Potępieni!!!wszyscy będziecie potępieni -wy którzy na koncert się udacie,skazujecie się na męki wieczne w piekielnych czeluściach...Razem z Tadeuszem rzuciliśmy klątwe,także...Biada wam oj biada...
To może dodamy jeszcze kilka takich par: Trabant i jakość, perfumy i WC, Doda i Nobel, Jelcz na budowie i jazda figurowa na lodzie,.. itd.
Seks jest dla ludzi, ale jak się z niego robi religie, albo robi na nim szmal to zakrawa już na kpine. Niech już sobie ta madonna tam coś śpiewa pod nosem, ale niech nam nie...
Tłumacze to debile, a ludzie którzy tego nie rozumieją...cóż. Madonna jest skandalistką, ale nie bardzo rozumiem ludzi, których to oburza - po prostu nie idźcie do kina i na koncert.
prawie półtoraroczny poślizg od premiery tego filmu w Stanach, tylko dla tego że Madonna gra koncert w Polsce... Ach ten polski marketing...

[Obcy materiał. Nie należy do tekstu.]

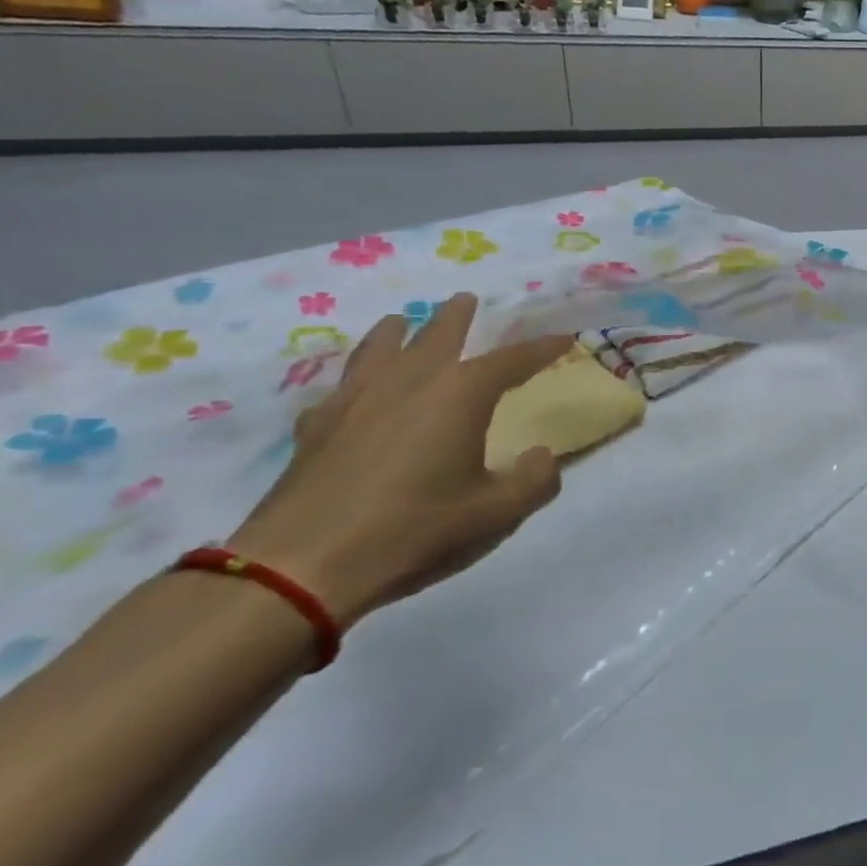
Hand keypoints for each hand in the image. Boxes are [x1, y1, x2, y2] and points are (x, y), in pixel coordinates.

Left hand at [229, 294, 574, 628]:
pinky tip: (352, 395)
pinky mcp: (315, 427)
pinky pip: (340, 389)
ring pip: (379, 348)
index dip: (542, 348)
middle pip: (438, 333)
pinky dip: (354, 383)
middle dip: (457, 315)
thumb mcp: (499, 513)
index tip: (563, 339)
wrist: (302, 566)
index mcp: (461, 393)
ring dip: (396, 332)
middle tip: (466, 299)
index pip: (513, 359)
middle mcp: (410, 381)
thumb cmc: (416, 529)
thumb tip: (543, 456)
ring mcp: (356, 400)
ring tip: (400, 322)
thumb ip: (536, 480)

Ależ mi ciekawostka, no ja pierniczę! Może pododajemy takie ciekawostki przy pierwszym filmie Polańskiego, przy pierwszym filmie Tarantino i przy pierwszym filmie kogobądź? Gupie, nie powinno zostać zaakceptowane.
Eugene "trzyma za jaja" cały film i zupełnie mnie nie interesuje, kto zapłacił za produkcję i się pod tym podpisał. Madonna równie dobrze mogłaby nie istnieć. Przynajmniej dla mnie...
Oj bez wielce charyzmatycznego Eugene Hutz'a i muzyki Gogol Bordello ten film nie byłby tak dobry. Już widzę zdziwienie na twarzach fanów Madonny (choć ci bardziej zagorzali powinni wiedzieć o przyjaźni między Madonną a Eugene). Przyjemny film i fajne przesłanie choć nie jest to wielkie kino.